Sensitivities of projected CO2 concentrations to model assumptions were assessed as follows. Rh was assumed either to be independent of global warming (Giardina and Ryan, 2000; Jarvis and Linder 2000), or to increase with temperature according to Lloyd and Taylor (1994). CO2 fertilisation was either capped after year 2000 by keeping CO2 at the year 2000 value in the photosynthesis module, or increased asymptotically following Haxeltine and Prentice (1996). (Although apparently unrealistic, capping the CO2 fertilisation in the model is designed to mimic the possibility that other, transient factors such as land management changes might be largely responsible for current terrestrial carbon uptake.) Transport parameters of the ocean model (including gas exchange) were scaled by a factor of 1.5 and 0.5. Average ocean uptake for the 1980s is 2.0 PgC/yr in the reference case, 1.46 PgC/yr for the “slow ocean” and 2.54 PgC/yr for the “fast ocean”, roughly in accord with the range of observational estimates (Table 3.1, Section A “low-CO2” parametrization was obtained by combining the fast ocean and no response of Rh to temperature. A “high-CO2” parametrization was obtained by combining the slow ocean and capping CO2 fertilisation. Climate sensitivity was set at 2.5 °C for a doubling of CO2. Effects of varying climate sensitivity from 1.5°C to 4.5°C are also shown for one case.

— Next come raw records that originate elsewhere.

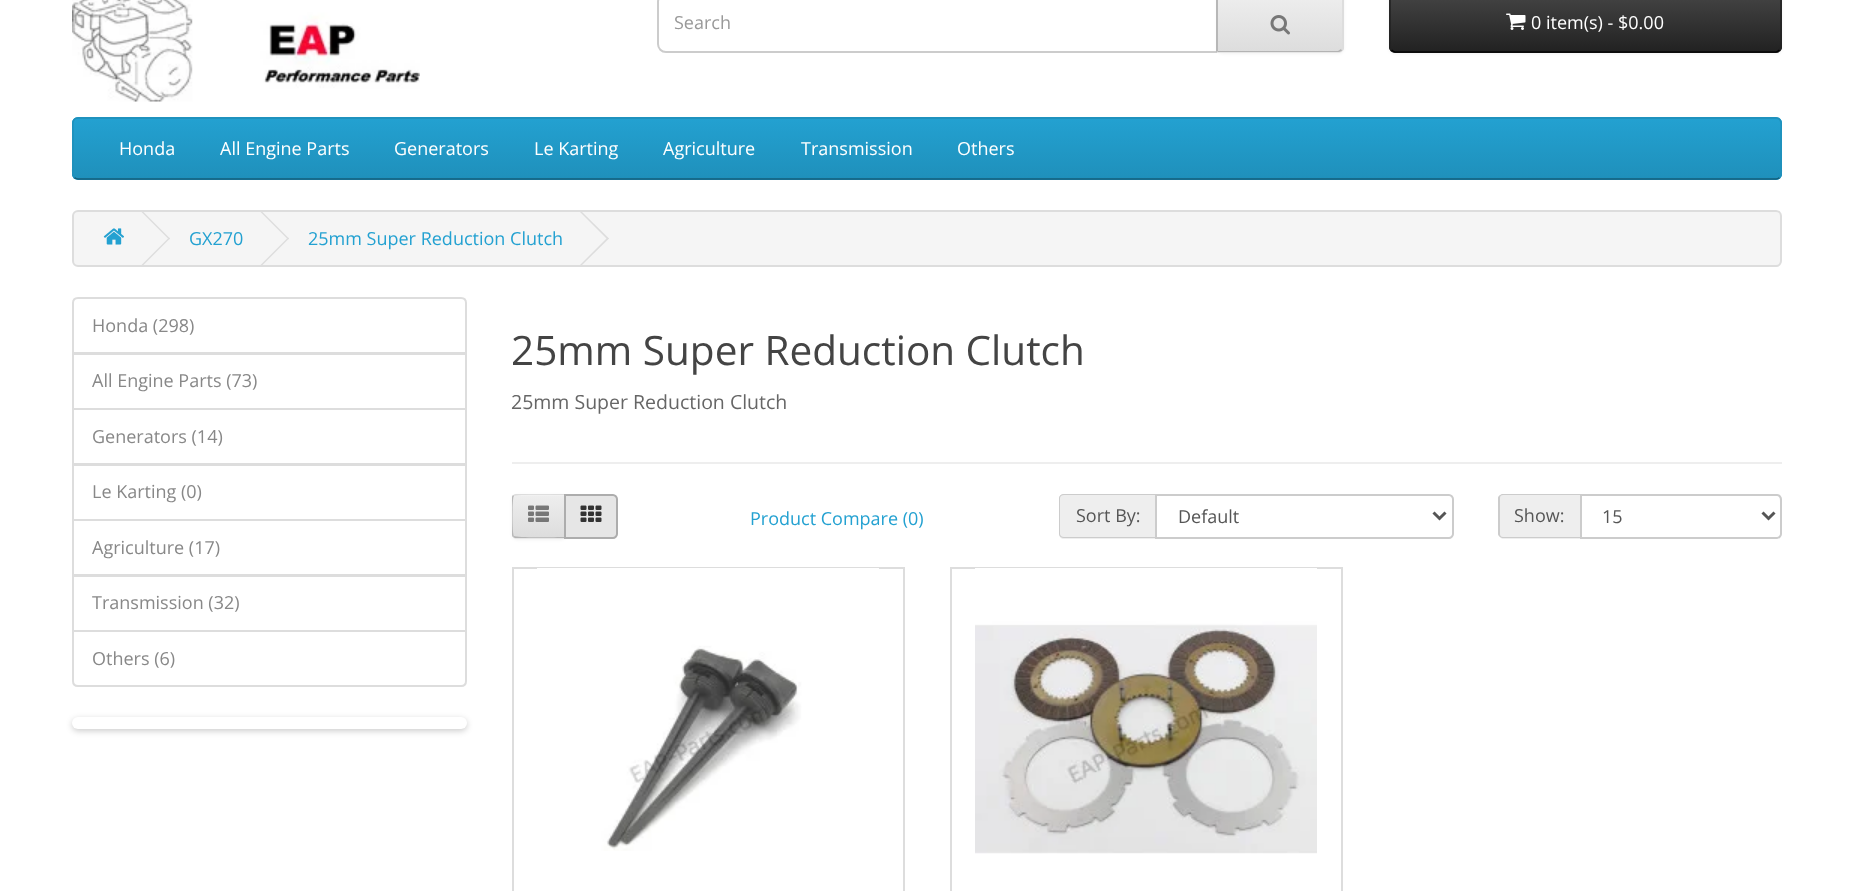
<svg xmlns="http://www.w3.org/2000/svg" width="1854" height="891">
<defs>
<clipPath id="clip1"><path d="M1217-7h121c3.5 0 6 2.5 6 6v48c0 3.5-2.5 6-6 6h-121z"/></clipPath>
<linearGradient id="g1" gradientUnits="userSpaceOnUse" x1="1280" y1="-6" x2="1280" y2="51"><stop offset="0" stop-color="#eee"/><stop offset="1" stop-color="#ddd"/></linearGradient>
<clipPath id="clip2"><rect x="1389" y="-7" width="393" height="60" rx="6"/></clipPath>
<linearGradient id="g2" gradientUnits="userSpaceOnUse" x1="1586" y1="-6" x2="1586" y2="51"><stop offset="0" stop-color="#444"/><stop offset="1" stop-color="#222"/></linearGradient>
<clipPath id="clip3"><rect x="72" y="117" width="1710" height="63" rx="6"/></clipPath>
<linearGradient id="g3" gradientUnits="userSpaceOnUse" x1="927" y1="118" x2="927" y2="179"><stop offset="0" stop-color="#23a1d1"/><stop offset="1" stop-color="#1f90bb"/></linearGradient>
<clipPath id="clip4"><path d="M517 494h49v45h-49c-3 0-5-2-5-5v-35c0-3 2-5 5-5z"/></clipPath>
<linearGradient id="g4" gradientUnits="userSpaceOnUse" x1="539" y1="495" x2="539" y2="537"><stop offset="0" stop-color="#eee"/><stop offset="1" stop-color="#ddd"/></linearGradient>
</defs>
<rect width="100%" height="100%" fill="#fff"/>
<image x="72" y="0" width="348" height="102" href="media/1.png"/>
<path d="M666-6h551v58h-551c-4.5 0-8-3.5-8-8v-42c0-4.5 3.5-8 8-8z" fill="none" stroke="#ccc" stroke-width="2"/>
<text x="674" y="29" style="font-family:Open Sans;font-size:18px;fill:#999">Search</text>
<rect x="1217" y="-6" width="127" height="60" rx="6" fill="#0000000d" filter="blur(1.5px)"/>
<path d="M1217-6h121c3.5 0 6 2.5 6 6v47c0 3.5-2.5 6-6 6h-121z" fill="#e7e7e7"/>
<g clip-path="url(#clip1)">
<rect x="1218" width="126" height="51" fill="url(#g1)"/>
</g>
<path d="M1344 46v-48c0-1-1-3-2-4l-1 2l1 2v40c0 2 1 9-1 11l1 2c1-1 2-3 2-5z" fill="#ddd"/>
<path d="M1342 51l-3 1h-122l1-1h120l3-2z" fill="#b3b3b3"/>
<path d="M1218-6v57l-2 1v-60z" fill="#b7b7b7"/>
<image x="1270" y="15" width="20" height="20" href="media/2.png"/>
<rect x="1389" y="-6" width="393" height="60" rx="6" fill="#0000000d" filter="blur(1.5px)"/>
<rect x="1389" y="-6" width="393" height="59" rx="6" fill="#363636"/>
<g clip-path="url(#clip2)">
<rect x="1389" width="393" height="51" fill="url(#g2)"/>
</g>
<path d="M1779.5 50c-1 1-2 2-3.5 2h-381c-1.5 0-2.5-1-3.5-2" fill="none" stroke="#000" stroke-width="1.5"/>
<path d="M1391.5 50c-1-1-1.5-2-1.5-3.5v-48c0-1.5 .5-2.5 1.5-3.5c1-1 2-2 3.5-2h381c1.5 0 2.5 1 3.5 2c1 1 1.5 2 1.5 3.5v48c0 1.5-.5 2.5-1.5 3.5" fill="none" stroke="#222" stroke-width="1.5"/>
<image x="1506" y="13" width="20" height="17" href="media/3.png"/>
<text x="1531" y="29" style="font-family:Open Sans;font-size:18px;fill:#fff">0 item(s) - $0.00</text>
<rect x="72" y="117" width="1710" height="63" rx="6" fill="#229ac8"/>
<g clip-path="url(#clip3)">
<rect x="72" y="119" width="1710" height="60" fill="url(#g3)"/>
</g>
<path d="M1779.5 177.5c-1 1-2 1.5-3.5 1.5h-1698c-1.5 0-2.5-.5-3.5-1.5" fill="none" stroke="#145e7a" stroke-width="1.5"/>
<path d="M74.5 177.5c-3-2.5-1.5-9.5-1.5-12v-34c0-4-2-13.5 5-13.5h1698c7 0 5 9.5 5 13.5v34c0 2.5 1.5 9.5-1.5 12" fill="none" stroke="#1f90bb" stroke-width="1.5"/>
<text x="119" y="155" style="font-family:Open Sans;font-size:18px;fill:#fff">Honda</text>
<text x="220" y="155" style="font-family:Open Sans;font-size:18px;fill:#fff">All Engine Parts</text>
<text x="394" y="155" style="font-family:Open Sans;font-size:18px;fill:#fff">Generators</text>
<text x="534" y="155" style="font-family:Open Sans;font-size:18px;fill:#fff">Le Karting</text>
<text x="663" y="155" style="font-family:Open Sans;font-size:18px;fill:#fff">Agriculture</text>
<text x="801" y="155" style="font-family:Open Sans;font-size:18px;fill:#fff">Transmission</text>
<text x="957" y="155" style="font-family:Open Sans;font-size:18px;fill:#fff">Others</text>
<rect x="73" y="211" width="1708" height="55" rx="5" fill="#f5f5f5" stroke="#ddd" stroke-width="2"/>
<image x="103" y="228" width="21" height="17" href="media/4.png"/>
<path d="M141.5 212l1-1l27.5 27.5l-1 1z" fill="#ddd"/>
<path d="M141.5 265l27.5-27.5l1 1l-27.5 27.5z" fill="#ddd"/>
<text x="189" y="245" style="font-family:Open Sans;font-size:18px;fill:#23a1d1">GX270</text>
<path d="M260.5 212l1-1l27.5 27.5l-1 1z" fill="#ddd"/>
<path d="M260.5 265l27.5-27.5l1 1l-27.5 27.5z" fill="#ddd"/>
<text x="308" y="245" style="font-family:Open Sans;font-size:18px;fill:#23a1d1">25mm Super Reduction Clutch</text>
<path d="M580 212l1-1l28 27.5l-1.5 1z" fill="#ddd"/>
<path d="M580 265l27.5-27.5l1.5 1l-28 27.5z" fill="#ddd"/>
<path d="M78 298h383c3 0 5 2 5 5v50h-393v-50c0-3 2-5 5-5z" fill="none" stroke="#ddd" stroke-width="2"/>
<text x="92" y="332" style="font-family:Open Sans;font-size:18px;fill:#888">Honda (298)</text>
<rect x="73" y="354" width="393" height="55" fill="none" stroke="#ddd" stroke-width="2"/>
<text x="92" y="387" style="font-family:Open Sans;font-size:18px;fill:#888">All Engine Parts (73)</text>
<rect x="73" y="409" width="393" height="55" fill="none" stroke="#ddd" stroke-width="2"/>
<text x="92" y="443" style="font-family:Open Sans;font-size:18px;fill:#888">Generators (14)</text>
<rect x="73" y="465" width="393" height="55" fill="none" stroke="#ddd" stroke-width="2"/>
<text x="92" y="498" style="font-family:Open Sans;font-size:18px;fill:#888">Le Karting (0)</text>
<rect x="73" y="520" width="393" height="55" fill="none" stroke="#ddd" stroke-width="2"/>
<text x="92" y="554" style="font-family:Open Sans;font-size:18px;fill:#888">Agriculture (17)</text>
<rect x="73" y="576" width="393" height="55" fill="none" stroke="#ddd" stroke-width="2"/>
<text x="92" y="609" style="font-family:Open Sans;font-size:18px;fill:#888">Transmission (32)</text>
<path d="M73 631h393v50c0 3-2 5-5 5h-383c-3 0-5-2-5-5z" fill="#fff" stroke="#ddd" stroke-width="2"/>
<text x="92" y="665" style="font-family:Open Sans;font-size:18px;fill:#888">Others (6)</text>
<rect x="72" y="719" width="395" height="12" rx="6" fill="#00000033" filter="blur(3px)"/>
<rect x="72" y="717" width="395" height="12" rx="6" fill="#fff"/>
<text x="511" y="365" style="font-family:Open Sans;font-size:40.5px;fill:#444">25mm Super Reduction Clutch</text>
<text x="511" y="409" style="font-family:Open Sans;font-size:19.5px;fill:#666">25mm Super Reduction Clutch</text>
<rect x="512" y="462" width="1270" height="2" fill="#eee"/>
<rect x="512" y="495" width="54" height="45" rx="5" fill="#0000000d" filter="blur(1.5px)"/>
<path d="M517 494h49v45h-49c-3 0-5-2-5-5v-35c0-3 2-5 5-5z" fill="#e7e7e7"/>
<g clip-path="url(#clip4)">
<rect x="512" y="495" width="52" height="42" fill="url(#g4)"/>
</g>
<path d="M516 496h48v-1h-48c-2 0-3 1-3 3v2c0-2 1-4 3-4z" fill="#f1f1f1"/>
<path d="M516 494l-3 1l1 1c2-2 44-1 50-1l1-1z" fill="#ddd"/>
<path d="M565 538h-50l-2-1l1-1c2 2 44 1 50 1z" fill="#b3b3b3"/>
<path d="M513 495c-1 1-1 2-1 3v36c0 1 0 2 1 3l1-1c-2-1-2-39 0-40z" fill="#b7b7b7"/>
<image x="528" y="505" width="21" height="17" href="media/5.png"/>
<path d="M565 495h48c2 0 4 2 4 4v35c0 2-2 4-4 4h-48z" fill="#e6e6e6" stroke="#adadad" stroke-width="2"/>
<image x="580" y="505" width="22" height="17" href="media/6.png"/>
<text x="750" y="525" style="font-family:Open Sans;font-size:18px;fill:#23a1d1">Product Compare (0)</text>
<path d="M1064 494h91v45h-91c-3 0-5-2-5-5v-35c0-3 2-5 5-5z" fill="#eee"/>
<path d="M1064 494h91v44h-91c-3 0-5-2-5-4v-36c0-2 2-4 5-4zm0 1h91v42h-91c-2 0-4-1-4-3v-36c0-2 2-3 4-3z" fill="#ccc" fill-rule="evenodd"/>
<text x="1076" y="522" style="font-family:Open Sans;font-size:18px;fill:#555">Sort By:</text>
<path d="M1156 495h293c2 0 4 2 4 4v35c0 2-2 4-4 4h-293z" fill="none" stroke="#ccc" stroke-width="2"/>
<path d="M1433.5 512.5l6 6l6-6" fill="none" stroke="#555" stroke-width="3"/>
<text x="1178" y="523" style="font-family:Open Sans;font-size:18px;fill:#555">Default</text>
<path d="M1504 494h76v45h-76c-3 0-5-2-5-5v-35c0-3 2-5 5-5z" fill="#eee"/>
<path d="M1503 494h77v44h-77c-2 0-5-2-5-4v-36c0-2 3-4 5-4zm0 1h77v42h-77c-2 0-3-1-3-3v-36c0-2 1-3 3-3z" fill="#ccc" fill-rule="evenodd"/>
<text x="1514" y="522" style="font-family:Open Sans;font-size:18px;fill:#555">Show:</text>
<path d="M1581 496h197c3 0 2 15 2 16v24c1 0 1-1 1-2v-36c0-2-1-3-3-3h-197z" fill="#ececec"/>
<path d="M1581 495h196c2 0 4 2 4 4v35c0 2-2 4-4 4h-196z" fill="none" stroke="#ccc" stroke-width="2"/>
<path d="M1762.5 512.5l6 6l6-6" fill="none" stroke="#555" stroke-width="3"/>
<text x="1602" y="523" style="font-family:Open Sans;font-size:18px;fill:#555">15</text>
<rect x="513" y="568" width="391" height="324" fill="none" stroke="#ddd" stroke-width="2"/>
<image x="537" y="568" width="342" height="283" href="media/7.png"/>
<rect x="951" y="568" width="391" height="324" fill="none" stroke="#ddd" stroke-width="2"/>
<image x="975" y="568" width="342" height="286" href="media/8.png"/>
</svg>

The ISAM model was described by Jain et al. (1994) and used in the SAR for CO2-only analyses, with a different set of model parameters from those used here (Jain, 2000). The full configuration of ISAM comprises:

  • A globally aggregated upwelling-diffusion ocean model including the effects of temperature on CO2 solubility and carbonate chemistry (Jain et al., 1995).
  • An energy balance climate model of the type used in the IPCC 1990 assessment (Hoffert et al., 1980; Bretherton et al., 1990). In this model, heat is transported as a tracer in the ocean and shares the same transport parameters as DIC.
  • A six-box globally aggregated terrestrial carbon model including empirical parametrizations of CO2 fertilisation and temperature effects on productivity and respiration (Harvey, 1989; Kheshgi et al., 1996).
  • The radiative forcing of CO2 projected using a SAR model (Harvey et al., 1997) modified with information summarised in Chapter 6. Radiative forcing from agents other than CO2 are identical to that used in the Bern-CC model.

In addition to varying the climate sensitivity (1.5 to 4.5°C), parameters of the terrestrial and ocean components (strength of CO2 fertilisation, temperature response of NPP and heterotrophic respiration; ocean heat and DIC transport) were adjusted to mimic the ranges of CO2 and climate responses as shown by existing process-based models (Figure 3.10). A reference case was defined with climate sensitivity 2.5°C, ocean uptake corresponding to the mean of the ocean model results in Figure 3.10, and terrestrial uptake corresponding to the mean of the responses of the mid-range models LPJ, IBIS and SDGVM (Figure 3.10). A “low CO2” parametrisation was chosen with climate sensitivity 1.5°C, and maximal CO2 uptake by oceans and land; and a “high-CO2” parametrization with climate sensitivity 4.5°C, and minimal CO2 uptake by oceans and land.